▸ **Task description**: Scan the records below for the line with "pinky dip: (262, 585)" and the line with "middle pip: (268, 506)". Repeat those two lines and every line between them exactly, and nothing else.

▸ **Human pose keypoint data**:
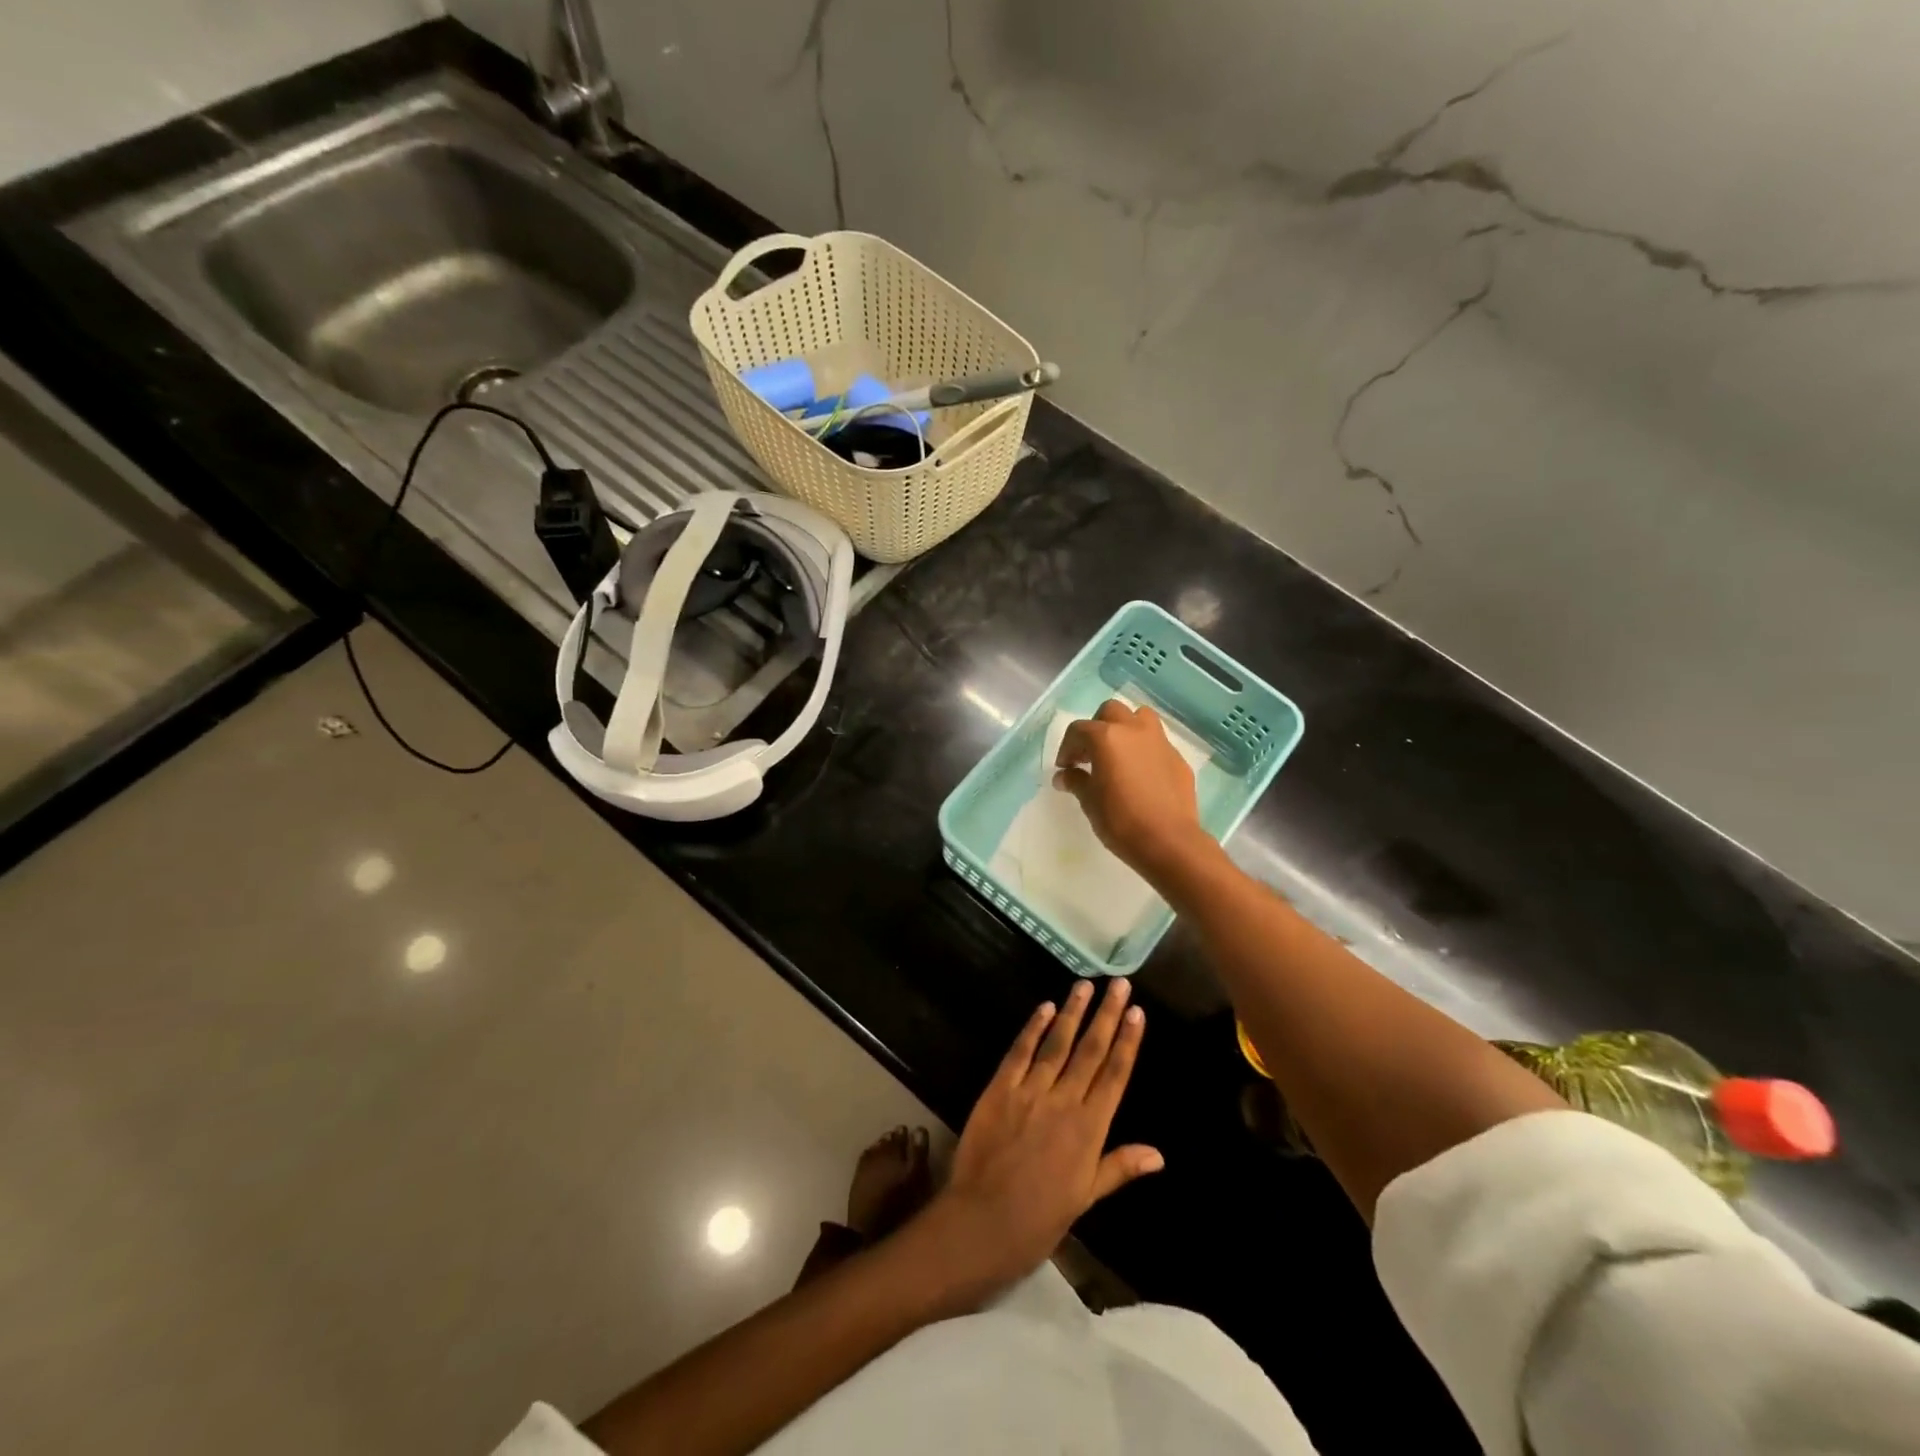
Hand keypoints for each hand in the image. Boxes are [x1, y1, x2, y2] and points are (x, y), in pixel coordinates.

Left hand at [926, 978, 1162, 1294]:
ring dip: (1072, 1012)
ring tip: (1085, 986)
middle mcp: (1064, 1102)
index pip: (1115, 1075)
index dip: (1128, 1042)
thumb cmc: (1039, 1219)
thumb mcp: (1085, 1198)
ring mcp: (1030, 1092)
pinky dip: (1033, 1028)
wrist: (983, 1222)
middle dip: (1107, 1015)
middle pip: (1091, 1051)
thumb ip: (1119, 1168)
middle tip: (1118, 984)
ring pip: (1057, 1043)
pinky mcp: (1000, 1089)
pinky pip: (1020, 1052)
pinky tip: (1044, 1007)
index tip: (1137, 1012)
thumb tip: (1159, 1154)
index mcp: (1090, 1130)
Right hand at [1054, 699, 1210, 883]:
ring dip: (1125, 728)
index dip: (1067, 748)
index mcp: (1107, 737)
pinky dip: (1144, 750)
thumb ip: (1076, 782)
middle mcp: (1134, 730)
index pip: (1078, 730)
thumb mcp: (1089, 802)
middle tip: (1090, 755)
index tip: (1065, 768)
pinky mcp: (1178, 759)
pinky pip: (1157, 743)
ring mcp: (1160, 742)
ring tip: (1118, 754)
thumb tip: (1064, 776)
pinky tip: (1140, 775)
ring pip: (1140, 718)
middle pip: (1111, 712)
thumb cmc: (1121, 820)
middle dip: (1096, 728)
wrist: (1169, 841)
==
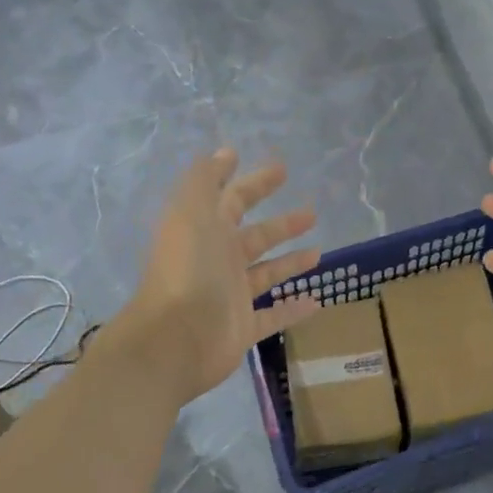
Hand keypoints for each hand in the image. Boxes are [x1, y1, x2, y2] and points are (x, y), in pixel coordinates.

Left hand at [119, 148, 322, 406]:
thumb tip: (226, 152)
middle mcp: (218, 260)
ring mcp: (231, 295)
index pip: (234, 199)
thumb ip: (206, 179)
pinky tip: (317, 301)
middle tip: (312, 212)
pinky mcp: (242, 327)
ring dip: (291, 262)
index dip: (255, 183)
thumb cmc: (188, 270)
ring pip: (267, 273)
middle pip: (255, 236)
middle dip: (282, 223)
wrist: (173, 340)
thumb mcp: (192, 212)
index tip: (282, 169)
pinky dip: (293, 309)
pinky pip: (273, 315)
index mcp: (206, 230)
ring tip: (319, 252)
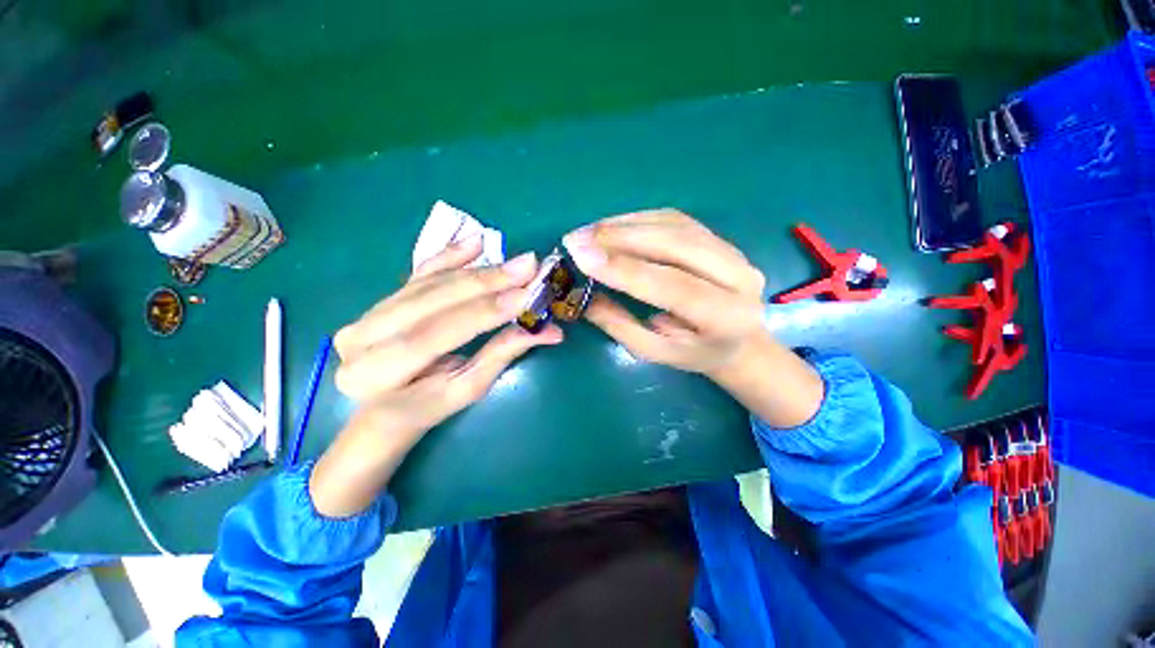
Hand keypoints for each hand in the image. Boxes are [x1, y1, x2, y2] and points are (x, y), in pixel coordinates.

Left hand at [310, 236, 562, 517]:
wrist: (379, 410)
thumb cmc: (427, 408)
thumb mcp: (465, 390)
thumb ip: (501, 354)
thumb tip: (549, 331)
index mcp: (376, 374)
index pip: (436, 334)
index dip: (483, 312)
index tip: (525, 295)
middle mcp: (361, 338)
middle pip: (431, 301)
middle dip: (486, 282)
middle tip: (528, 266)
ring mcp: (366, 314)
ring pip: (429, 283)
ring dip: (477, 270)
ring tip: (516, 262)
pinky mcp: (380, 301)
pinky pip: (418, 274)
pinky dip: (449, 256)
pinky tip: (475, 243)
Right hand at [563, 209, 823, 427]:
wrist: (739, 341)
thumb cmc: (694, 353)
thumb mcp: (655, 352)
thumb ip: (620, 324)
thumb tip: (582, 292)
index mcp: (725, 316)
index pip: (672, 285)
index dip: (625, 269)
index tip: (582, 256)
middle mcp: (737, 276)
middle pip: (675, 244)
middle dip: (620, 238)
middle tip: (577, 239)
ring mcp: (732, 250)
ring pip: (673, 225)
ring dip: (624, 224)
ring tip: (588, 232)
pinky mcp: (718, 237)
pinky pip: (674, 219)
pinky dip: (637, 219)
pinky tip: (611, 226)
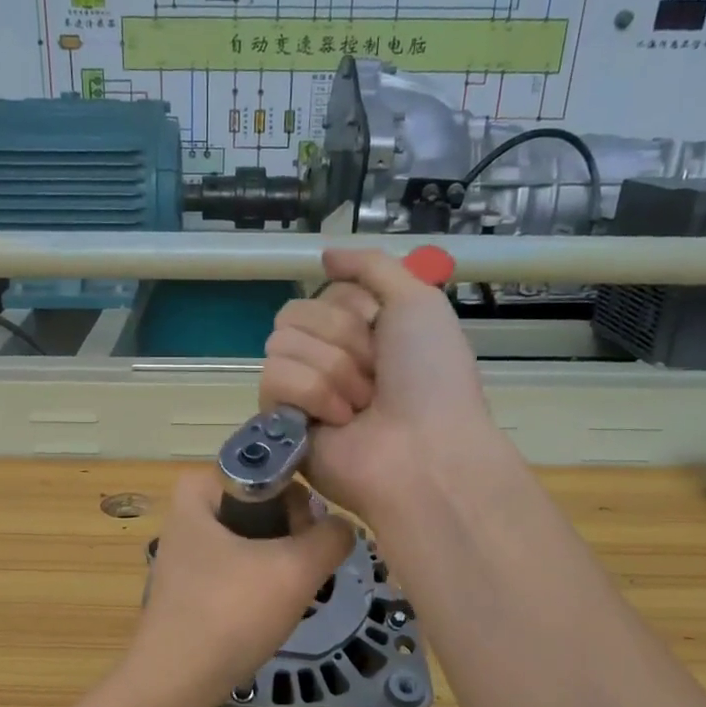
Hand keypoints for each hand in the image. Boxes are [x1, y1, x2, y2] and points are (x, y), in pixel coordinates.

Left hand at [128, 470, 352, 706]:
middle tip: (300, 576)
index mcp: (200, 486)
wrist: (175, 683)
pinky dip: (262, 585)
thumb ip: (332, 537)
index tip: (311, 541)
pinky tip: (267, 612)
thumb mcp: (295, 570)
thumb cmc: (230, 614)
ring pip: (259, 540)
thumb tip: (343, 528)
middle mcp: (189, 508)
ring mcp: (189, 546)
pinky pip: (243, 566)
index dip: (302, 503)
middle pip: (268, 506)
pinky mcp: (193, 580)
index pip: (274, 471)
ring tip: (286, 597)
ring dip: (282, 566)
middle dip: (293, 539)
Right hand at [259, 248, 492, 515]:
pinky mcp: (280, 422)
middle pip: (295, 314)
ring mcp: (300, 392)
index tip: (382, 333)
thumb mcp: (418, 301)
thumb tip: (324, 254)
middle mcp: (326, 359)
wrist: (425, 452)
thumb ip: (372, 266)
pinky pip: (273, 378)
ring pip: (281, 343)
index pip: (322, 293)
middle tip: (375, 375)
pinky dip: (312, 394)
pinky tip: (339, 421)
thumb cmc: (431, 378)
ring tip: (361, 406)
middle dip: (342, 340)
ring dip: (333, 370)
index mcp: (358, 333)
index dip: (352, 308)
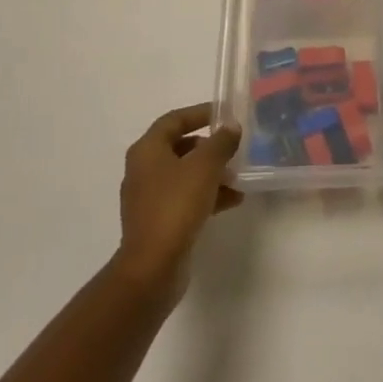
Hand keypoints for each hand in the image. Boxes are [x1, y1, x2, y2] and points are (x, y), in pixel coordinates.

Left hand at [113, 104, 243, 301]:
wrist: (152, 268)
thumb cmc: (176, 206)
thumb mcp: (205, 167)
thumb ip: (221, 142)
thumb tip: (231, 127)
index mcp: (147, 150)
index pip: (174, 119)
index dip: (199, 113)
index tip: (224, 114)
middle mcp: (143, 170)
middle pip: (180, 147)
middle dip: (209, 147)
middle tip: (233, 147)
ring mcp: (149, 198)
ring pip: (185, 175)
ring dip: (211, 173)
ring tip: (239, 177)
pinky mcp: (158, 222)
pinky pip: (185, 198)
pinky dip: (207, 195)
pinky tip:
==
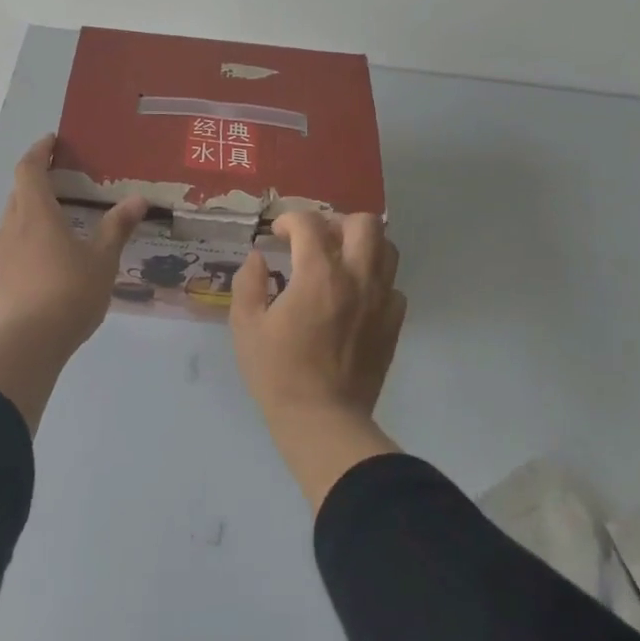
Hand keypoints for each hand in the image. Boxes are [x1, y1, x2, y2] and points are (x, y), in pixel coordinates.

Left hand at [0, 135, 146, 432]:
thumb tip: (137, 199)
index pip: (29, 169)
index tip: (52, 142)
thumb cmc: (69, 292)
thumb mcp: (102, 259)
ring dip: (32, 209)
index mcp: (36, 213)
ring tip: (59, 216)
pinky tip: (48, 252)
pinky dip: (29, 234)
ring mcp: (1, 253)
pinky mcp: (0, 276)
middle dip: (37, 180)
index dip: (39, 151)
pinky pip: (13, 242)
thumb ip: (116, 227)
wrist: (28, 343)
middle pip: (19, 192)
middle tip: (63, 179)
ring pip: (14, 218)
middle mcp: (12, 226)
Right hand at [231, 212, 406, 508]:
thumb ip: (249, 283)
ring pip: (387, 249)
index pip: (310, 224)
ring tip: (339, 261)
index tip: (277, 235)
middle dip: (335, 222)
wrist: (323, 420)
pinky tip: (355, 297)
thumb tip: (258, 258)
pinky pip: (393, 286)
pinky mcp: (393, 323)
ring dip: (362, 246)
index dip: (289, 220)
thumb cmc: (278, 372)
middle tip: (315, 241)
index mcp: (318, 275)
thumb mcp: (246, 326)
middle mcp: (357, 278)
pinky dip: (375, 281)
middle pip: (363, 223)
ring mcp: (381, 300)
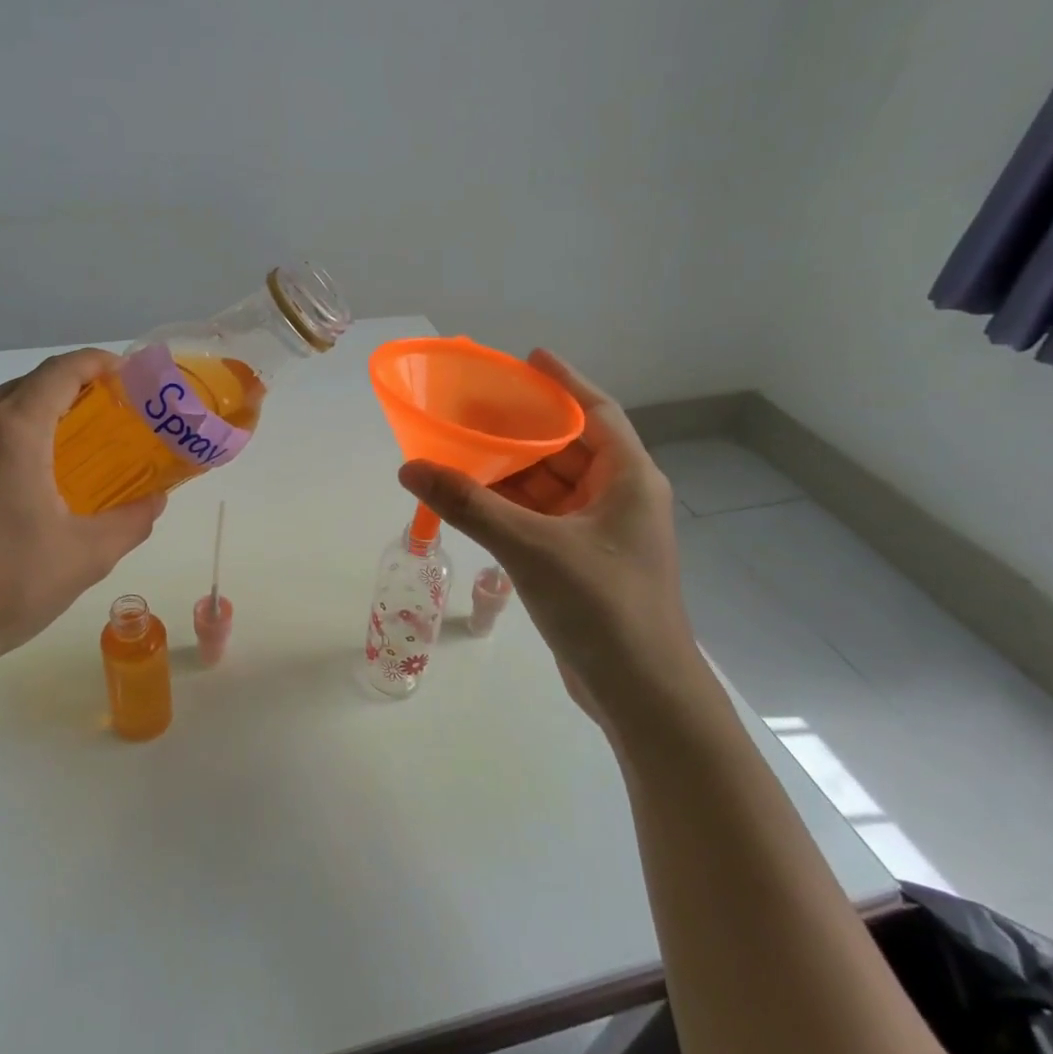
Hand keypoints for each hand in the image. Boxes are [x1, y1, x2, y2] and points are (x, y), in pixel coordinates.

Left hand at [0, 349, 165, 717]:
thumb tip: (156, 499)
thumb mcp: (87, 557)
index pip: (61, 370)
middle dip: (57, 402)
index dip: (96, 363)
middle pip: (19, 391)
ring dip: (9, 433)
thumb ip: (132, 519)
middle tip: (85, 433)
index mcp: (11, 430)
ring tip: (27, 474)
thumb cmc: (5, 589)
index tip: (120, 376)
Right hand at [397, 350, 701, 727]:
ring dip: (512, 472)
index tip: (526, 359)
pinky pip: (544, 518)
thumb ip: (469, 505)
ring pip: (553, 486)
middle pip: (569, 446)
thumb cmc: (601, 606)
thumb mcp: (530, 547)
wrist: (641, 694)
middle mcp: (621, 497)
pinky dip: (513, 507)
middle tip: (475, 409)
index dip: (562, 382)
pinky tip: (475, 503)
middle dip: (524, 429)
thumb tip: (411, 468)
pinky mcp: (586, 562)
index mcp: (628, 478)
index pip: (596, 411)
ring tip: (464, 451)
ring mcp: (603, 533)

▸ **Answer to this exercise**:
pinky dip: (262, 585)
thumb ip: (332, 537)
index tip: (311, 541)
pinky tip: (267, 612)
thumb mcp: (295, 570)
thumb cmc: (230, 614)
ring pip: (259, 540)
thumb tip: (343, 528)
middle mcp: (189, 508)
ring mcp: (189, 546)
pinky pip: (243, 566)
index dip: (302, 503)
middle pip: (268, 506)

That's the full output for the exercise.